- Born: August 5, 2003 (age 23) Kagawa Prefecture, Japan
- Occupation: Actress
- Years active: 2021–present
- Agent(s): Tsukimi Co., Ltd.
- Notable work: Vivant; My Second Aoharu;

Japanese name
- Kanji: 飯沼 愛
- Hiragana: いいぬま あい
- Romanization: Iinuma Ai

= Ai Iinuma =

Japanese actress (born 2003)

Ai Iinuma (飯沼 愛, Iinuma Ai) is a Japanese television actress.

==Career==
On September 11, 2021, Iinuma won the nationwide TBS Television actress discovery and training audition TBS Star Training Project: The Day I Become an Actress, beating approximately 9,000 candidates. She landed the lead role in her debut drama, This First Love is Fiction, which airs in the network’s first late-night programming block known as "Yoruobi Drama".

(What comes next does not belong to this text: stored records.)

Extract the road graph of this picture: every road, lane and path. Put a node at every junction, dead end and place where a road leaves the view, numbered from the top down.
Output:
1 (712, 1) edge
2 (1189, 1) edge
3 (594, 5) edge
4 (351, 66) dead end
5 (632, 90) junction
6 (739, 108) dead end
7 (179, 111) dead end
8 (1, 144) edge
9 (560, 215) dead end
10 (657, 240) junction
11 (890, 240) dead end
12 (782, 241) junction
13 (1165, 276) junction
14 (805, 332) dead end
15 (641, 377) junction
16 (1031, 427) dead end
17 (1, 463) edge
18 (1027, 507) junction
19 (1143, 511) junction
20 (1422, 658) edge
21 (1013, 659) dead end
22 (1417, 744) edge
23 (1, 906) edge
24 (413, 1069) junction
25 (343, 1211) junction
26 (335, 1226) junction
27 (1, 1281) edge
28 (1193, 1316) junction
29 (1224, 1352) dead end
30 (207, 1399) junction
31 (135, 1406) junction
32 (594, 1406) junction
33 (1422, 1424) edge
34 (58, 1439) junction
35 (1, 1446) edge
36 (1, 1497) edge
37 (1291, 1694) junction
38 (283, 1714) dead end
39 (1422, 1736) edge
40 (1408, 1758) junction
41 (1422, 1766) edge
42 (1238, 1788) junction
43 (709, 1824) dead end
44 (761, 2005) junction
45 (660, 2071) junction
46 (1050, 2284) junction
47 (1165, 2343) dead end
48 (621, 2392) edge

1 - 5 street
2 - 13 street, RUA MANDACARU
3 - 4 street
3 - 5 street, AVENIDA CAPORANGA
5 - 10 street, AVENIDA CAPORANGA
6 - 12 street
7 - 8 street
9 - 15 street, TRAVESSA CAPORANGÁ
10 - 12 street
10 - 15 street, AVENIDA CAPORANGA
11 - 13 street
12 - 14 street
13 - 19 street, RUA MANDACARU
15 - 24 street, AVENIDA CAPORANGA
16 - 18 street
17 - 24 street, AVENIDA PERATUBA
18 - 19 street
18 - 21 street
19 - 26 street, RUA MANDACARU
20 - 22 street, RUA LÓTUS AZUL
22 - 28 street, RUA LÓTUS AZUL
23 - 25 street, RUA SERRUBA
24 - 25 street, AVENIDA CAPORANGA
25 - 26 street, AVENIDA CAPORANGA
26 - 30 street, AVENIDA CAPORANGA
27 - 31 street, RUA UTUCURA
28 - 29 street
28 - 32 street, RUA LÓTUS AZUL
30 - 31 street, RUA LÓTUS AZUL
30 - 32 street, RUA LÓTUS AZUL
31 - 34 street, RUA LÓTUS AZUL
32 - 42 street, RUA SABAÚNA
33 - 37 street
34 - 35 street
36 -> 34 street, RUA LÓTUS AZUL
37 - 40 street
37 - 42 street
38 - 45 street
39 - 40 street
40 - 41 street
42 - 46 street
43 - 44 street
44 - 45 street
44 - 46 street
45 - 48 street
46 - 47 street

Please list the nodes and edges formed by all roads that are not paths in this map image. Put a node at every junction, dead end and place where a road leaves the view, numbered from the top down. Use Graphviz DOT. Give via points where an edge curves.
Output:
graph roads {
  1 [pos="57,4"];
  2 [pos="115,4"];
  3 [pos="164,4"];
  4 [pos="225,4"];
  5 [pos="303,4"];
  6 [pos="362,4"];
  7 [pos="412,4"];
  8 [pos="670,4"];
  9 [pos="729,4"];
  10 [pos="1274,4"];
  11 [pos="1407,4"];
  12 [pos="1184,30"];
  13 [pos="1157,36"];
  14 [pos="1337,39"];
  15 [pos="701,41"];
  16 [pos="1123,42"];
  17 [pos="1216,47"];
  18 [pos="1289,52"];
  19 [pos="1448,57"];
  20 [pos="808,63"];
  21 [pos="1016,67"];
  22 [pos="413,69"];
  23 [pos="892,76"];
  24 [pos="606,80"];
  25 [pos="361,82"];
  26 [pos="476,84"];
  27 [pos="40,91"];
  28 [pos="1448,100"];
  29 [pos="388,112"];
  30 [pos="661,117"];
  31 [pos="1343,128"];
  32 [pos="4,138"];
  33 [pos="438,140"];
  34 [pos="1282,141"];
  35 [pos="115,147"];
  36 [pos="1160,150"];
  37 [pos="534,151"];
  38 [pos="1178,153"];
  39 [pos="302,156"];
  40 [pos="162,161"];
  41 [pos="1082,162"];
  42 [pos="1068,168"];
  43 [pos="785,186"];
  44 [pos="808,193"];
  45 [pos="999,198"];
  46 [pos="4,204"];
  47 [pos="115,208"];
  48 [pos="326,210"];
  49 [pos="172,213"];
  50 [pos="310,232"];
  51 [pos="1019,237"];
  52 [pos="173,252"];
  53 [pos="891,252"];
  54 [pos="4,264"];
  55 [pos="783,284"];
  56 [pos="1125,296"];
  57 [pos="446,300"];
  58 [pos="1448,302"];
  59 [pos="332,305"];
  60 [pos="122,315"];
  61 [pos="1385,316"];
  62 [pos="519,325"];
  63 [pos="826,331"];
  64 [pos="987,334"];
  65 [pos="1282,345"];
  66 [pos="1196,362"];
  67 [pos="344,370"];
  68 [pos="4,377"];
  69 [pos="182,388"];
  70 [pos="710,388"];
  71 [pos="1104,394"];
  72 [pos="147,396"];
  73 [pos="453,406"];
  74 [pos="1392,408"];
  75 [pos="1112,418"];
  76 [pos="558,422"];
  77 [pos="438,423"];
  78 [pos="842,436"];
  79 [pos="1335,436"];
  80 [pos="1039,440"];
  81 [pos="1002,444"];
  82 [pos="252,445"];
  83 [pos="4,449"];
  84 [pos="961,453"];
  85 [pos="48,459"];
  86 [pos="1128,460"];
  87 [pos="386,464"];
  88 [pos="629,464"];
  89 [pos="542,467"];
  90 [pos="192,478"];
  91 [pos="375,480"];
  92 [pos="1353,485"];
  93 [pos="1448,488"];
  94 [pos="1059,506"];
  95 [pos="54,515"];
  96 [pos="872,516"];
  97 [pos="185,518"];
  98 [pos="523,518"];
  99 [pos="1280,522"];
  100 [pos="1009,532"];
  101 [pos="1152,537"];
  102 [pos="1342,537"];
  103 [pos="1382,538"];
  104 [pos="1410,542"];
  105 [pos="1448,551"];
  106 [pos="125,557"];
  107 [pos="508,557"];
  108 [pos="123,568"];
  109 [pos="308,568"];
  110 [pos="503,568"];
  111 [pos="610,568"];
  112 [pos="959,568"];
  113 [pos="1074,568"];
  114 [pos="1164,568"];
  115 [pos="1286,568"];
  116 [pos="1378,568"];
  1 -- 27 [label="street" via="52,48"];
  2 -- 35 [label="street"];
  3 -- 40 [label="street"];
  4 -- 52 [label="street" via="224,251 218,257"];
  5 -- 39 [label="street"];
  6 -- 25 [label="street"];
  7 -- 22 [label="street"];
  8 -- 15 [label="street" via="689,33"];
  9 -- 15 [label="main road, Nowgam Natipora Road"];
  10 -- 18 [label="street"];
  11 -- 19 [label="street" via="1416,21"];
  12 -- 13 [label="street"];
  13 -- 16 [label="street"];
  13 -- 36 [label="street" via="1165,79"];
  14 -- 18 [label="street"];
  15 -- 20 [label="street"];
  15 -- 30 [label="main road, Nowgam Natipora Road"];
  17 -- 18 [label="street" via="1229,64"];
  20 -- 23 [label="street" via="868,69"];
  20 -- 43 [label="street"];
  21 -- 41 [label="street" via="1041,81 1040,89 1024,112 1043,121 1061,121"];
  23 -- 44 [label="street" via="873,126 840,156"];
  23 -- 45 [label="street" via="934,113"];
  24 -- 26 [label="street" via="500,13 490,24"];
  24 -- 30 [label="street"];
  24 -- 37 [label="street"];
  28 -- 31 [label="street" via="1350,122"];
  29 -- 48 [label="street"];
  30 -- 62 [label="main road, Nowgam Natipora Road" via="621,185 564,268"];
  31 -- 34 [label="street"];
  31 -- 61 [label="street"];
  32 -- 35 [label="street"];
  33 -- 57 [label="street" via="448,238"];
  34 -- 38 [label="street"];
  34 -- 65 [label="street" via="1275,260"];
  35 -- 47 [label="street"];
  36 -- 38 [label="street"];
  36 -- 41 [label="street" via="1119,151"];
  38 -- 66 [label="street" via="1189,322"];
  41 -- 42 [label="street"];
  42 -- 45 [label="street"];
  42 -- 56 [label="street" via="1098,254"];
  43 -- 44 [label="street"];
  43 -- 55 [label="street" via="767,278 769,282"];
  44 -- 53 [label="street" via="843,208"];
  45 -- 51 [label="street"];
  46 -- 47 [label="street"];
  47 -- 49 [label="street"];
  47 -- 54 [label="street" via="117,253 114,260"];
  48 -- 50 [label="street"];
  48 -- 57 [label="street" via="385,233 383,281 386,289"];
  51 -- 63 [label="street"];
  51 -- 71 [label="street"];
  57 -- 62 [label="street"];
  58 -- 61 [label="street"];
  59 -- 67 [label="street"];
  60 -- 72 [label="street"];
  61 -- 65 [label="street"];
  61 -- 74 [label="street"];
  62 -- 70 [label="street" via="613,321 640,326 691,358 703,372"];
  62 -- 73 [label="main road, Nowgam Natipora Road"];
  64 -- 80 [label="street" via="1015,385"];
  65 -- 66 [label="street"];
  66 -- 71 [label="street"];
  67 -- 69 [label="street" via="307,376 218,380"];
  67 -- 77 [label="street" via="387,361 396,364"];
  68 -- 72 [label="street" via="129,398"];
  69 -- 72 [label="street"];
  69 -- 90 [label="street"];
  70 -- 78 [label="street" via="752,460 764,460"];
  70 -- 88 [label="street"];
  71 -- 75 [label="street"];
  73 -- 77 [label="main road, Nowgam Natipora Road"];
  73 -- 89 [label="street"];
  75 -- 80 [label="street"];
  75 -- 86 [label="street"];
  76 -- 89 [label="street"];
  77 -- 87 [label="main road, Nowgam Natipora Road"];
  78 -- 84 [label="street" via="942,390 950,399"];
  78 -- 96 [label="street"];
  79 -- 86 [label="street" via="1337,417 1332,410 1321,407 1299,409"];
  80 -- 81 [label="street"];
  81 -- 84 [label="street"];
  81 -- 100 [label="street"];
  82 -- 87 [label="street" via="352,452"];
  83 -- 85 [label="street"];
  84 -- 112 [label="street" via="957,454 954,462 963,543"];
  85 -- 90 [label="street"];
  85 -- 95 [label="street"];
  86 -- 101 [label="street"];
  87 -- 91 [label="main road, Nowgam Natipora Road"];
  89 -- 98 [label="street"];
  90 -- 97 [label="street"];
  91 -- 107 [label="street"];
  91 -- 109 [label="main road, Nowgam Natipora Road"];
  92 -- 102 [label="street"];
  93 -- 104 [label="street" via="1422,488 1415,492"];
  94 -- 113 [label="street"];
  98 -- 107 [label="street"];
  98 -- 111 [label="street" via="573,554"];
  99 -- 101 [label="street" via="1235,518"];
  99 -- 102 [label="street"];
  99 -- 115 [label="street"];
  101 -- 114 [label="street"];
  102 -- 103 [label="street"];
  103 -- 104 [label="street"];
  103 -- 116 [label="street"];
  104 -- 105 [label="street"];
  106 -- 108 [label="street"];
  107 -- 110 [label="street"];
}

She appeared in issue 16 of the Weekly Playboy magazine, released on April 4, 2022. Her first appearance in a prime-time drama series, Atom's Last Shot, aired from October 16 to December 11 of the same year.

In 2023, Iinuma appeared in the Sunday drama series Vivant, playing Riho Ota, also known as "Blue Walker", a skilled hacker and vital character in the story. Her performance earned her recognition from viewers. She did not return for the show's second season.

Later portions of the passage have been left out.